Article ID Journal Published Year Pages File Type
4333789 Brain Research Reviews 2008 22 Pages PDF
Abstract

Thomas Graham Brown (1882–1965) undertook experiments on the neural control of stepping in the University of Liverpool laboratory of Charles Sherrington (1857–1952) in 1910–13 and his own laboratory in 1913–15 at the University of Manchester. His results revealed the intrinsic capability of the spinal cord in the guinea pig and cat to generate a stepping output pattern whose timing did not depend upon descending or sensory inputs. This idea was then revolutionary because the prevailing viewpoint was that the stepping rhythm was generated by spinal reflexes. Sadly, Graham Brown's GBR peers gave little credence to this seminal accomplishment, except perhaps Sherrington, who waxed but largely waned on the potential significance of the work. It remained for the Swedish neuroscientist, Anders Lundberg (1920–), to rescue Graham Brown's concepts from obscurity: in seminars presented in several countries between 1957 and 1980, and in widely read articles and reviews (1965–1981).
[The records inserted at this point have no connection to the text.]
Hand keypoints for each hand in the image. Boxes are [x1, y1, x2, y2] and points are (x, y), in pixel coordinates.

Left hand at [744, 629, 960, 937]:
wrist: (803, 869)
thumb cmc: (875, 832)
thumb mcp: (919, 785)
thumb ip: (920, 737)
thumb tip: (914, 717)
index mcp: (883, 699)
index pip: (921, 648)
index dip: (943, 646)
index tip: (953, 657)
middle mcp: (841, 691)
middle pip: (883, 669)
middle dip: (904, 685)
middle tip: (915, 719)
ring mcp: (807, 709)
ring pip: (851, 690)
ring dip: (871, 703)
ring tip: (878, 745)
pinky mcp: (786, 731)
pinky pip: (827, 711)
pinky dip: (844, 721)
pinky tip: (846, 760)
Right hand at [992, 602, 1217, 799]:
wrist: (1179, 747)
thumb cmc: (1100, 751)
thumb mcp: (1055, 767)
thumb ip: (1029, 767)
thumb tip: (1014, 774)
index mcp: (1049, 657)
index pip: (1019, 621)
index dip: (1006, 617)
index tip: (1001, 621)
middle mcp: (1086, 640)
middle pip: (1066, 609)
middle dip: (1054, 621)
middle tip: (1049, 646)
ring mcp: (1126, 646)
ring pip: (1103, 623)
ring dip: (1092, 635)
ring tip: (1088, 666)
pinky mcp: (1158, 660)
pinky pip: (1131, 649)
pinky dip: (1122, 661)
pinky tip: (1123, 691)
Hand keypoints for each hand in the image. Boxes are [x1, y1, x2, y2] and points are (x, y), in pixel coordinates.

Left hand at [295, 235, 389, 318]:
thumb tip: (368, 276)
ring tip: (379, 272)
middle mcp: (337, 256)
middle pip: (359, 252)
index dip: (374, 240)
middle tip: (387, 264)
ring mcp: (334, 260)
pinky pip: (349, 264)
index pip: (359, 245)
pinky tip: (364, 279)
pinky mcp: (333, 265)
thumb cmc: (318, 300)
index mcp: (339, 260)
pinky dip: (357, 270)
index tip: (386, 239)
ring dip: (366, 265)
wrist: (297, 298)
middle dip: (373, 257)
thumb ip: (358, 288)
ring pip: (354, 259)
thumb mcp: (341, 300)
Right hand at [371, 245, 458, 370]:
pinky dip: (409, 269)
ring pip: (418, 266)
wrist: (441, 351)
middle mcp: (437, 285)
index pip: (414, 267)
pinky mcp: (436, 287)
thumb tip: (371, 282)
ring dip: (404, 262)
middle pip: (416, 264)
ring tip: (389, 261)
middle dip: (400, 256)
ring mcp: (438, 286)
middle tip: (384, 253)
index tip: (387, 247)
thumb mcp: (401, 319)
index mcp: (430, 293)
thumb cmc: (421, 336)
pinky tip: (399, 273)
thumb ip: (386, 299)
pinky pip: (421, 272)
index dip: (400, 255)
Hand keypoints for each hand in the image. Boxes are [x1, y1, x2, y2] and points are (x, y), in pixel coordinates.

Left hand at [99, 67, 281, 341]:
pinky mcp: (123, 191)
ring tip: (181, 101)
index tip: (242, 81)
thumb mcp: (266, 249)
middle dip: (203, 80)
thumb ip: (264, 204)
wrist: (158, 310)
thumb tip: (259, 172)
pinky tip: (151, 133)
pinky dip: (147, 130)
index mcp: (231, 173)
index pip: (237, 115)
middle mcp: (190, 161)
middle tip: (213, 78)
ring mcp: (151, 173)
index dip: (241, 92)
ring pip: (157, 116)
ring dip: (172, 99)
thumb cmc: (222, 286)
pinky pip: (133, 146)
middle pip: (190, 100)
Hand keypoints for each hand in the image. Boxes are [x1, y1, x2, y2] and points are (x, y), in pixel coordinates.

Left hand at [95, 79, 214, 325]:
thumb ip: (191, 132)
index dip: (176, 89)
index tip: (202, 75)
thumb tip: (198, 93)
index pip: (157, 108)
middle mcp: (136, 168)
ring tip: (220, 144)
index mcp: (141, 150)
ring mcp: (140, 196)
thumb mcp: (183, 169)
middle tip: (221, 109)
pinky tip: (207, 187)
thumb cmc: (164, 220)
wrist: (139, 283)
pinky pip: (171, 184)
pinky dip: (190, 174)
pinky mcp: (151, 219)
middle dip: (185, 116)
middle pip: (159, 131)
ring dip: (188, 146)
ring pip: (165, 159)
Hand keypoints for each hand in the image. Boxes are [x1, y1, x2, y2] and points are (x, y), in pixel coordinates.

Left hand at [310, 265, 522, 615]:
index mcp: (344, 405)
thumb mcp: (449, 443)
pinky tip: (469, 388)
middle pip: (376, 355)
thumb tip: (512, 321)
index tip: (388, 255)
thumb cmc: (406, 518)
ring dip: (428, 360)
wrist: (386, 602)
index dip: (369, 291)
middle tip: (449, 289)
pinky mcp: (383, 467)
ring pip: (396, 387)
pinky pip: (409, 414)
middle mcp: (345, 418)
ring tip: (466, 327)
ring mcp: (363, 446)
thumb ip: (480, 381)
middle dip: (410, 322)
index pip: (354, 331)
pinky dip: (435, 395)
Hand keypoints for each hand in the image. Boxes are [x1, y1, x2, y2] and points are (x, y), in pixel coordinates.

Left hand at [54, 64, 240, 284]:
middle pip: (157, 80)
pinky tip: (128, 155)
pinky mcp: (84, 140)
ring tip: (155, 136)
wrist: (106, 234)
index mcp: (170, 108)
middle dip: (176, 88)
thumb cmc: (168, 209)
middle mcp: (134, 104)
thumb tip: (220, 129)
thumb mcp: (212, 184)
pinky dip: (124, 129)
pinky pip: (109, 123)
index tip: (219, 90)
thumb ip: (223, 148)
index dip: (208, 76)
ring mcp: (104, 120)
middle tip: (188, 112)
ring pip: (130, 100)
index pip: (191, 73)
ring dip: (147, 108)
Graham Brown had proposed mutually inhibitory connections between a pair of intrinsically active flexor and extensor “half-centers” on each side of the spinal cord, with the rhythmic output modulated by sensory proprioceptive input. Lundberg, Elzbieta Jankowska (1930–), and their colleagues provided seminal, compelling evidence for spinal half-center interneuronal circuitry implicated in the control of stepping and Lundberg and Ingemar Engberg (1935–2005) made behavioral EMG observations on unrestrained cats that supported a central generation of the rhythm. Subsequently, models of the spinal pattern generators for mammalian locomotion have become progressively more complex but they mostly still include a half-center component.